═════ Records for the exercise
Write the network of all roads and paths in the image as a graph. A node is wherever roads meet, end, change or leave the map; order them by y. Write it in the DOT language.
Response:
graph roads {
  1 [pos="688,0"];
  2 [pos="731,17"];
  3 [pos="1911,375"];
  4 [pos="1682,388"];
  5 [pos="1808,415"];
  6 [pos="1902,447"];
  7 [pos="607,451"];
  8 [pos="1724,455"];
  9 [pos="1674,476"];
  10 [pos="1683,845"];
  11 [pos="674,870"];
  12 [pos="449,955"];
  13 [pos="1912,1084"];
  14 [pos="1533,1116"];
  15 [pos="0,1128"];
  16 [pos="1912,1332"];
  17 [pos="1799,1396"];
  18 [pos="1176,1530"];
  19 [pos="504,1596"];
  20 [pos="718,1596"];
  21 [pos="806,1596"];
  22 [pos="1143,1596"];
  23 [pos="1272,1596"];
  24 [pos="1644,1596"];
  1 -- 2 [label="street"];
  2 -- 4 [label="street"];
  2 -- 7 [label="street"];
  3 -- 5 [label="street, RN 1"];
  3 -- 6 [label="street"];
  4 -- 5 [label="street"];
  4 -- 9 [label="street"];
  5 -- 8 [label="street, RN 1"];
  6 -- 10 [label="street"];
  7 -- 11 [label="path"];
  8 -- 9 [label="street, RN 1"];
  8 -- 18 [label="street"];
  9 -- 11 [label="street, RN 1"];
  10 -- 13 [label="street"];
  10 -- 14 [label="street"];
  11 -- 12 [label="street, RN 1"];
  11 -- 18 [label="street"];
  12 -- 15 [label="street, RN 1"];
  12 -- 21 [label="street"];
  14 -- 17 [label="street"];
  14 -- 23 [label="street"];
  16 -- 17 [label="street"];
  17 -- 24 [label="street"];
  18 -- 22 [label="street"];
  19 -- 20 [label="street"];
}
══════════
» **What the task requires**: Repeat, word for word, all the lines above.

» **Problem solution**:
Write the network of all roads and paths in the image as a graph. A node is wherever roads meet, end, change or leave the map; order them by y. Write it in the DOT language.
Response:
graph roads {
  1 [pos="688,0"];
  2 [pos="731,17"];
  3 [pos="1911,375"];
  4 [pos="1682,388"];
  5 [pos="1808,415"];
  6 [pos="1902,447"];
  7 [pos="607,451"];
  8 [pos="1724,455"];
  9 [pos="1674,476"];
  10 [pos="1683,845"];
  11 [pos="674,870"];
  12 [pos="449,955"];
  13 [pos="1912,1084"];
  14 [pos="1533,1116"];
  15 [pos="0,1128"];
  16 [pos="1912,1332"];
  17 [pos="1799,1396"];
  18 [pos="1176,1530"];
  19 [pos="504,1596"];
  20 [pos="718,1596"];
  21 [pos="806,1596"];
  22 [pos="1143,1596"];
  23 [pos="1272,1596"];
  24 [pos="1644,1596"];
  1 -- 2 [label="street"];
  2 -- 4 [label="street"];
  2 -- 7 [label="street"];
  3 -- 5 [label="street, RN 1"];
  3 -- 6 [label="street"];
  4 -- 5 [label="street"];
  4 -- 9 [label="street"];
  5 -- 8 [label="street, RN 1"];
  6 -- 10 [label="street"];
  7 -- 11 [label="path"];
  8 -- 9 [label="street, RN 1"];
  8 -- 18 [label="street"];
  9 -- 11 [label="street, RN 1"];
  10 -- 13 [label="street"];
  10 -- 14 [label="street"];
  11 -- 12 [label="street, RN 1"];
  11 -- 18 [label="street"];
  12 -- 15 [label="street, RN 1"];
  12 -- 21 [label="street"];
  14 -- 17 [label="street"];
  14 -- 23 [label="street"];
  16 -- 17 [label="street"];
  17 -- 24 [label="street"];
  18 -- 22 [label="street"];
  19 -- 20 [label="street"];
}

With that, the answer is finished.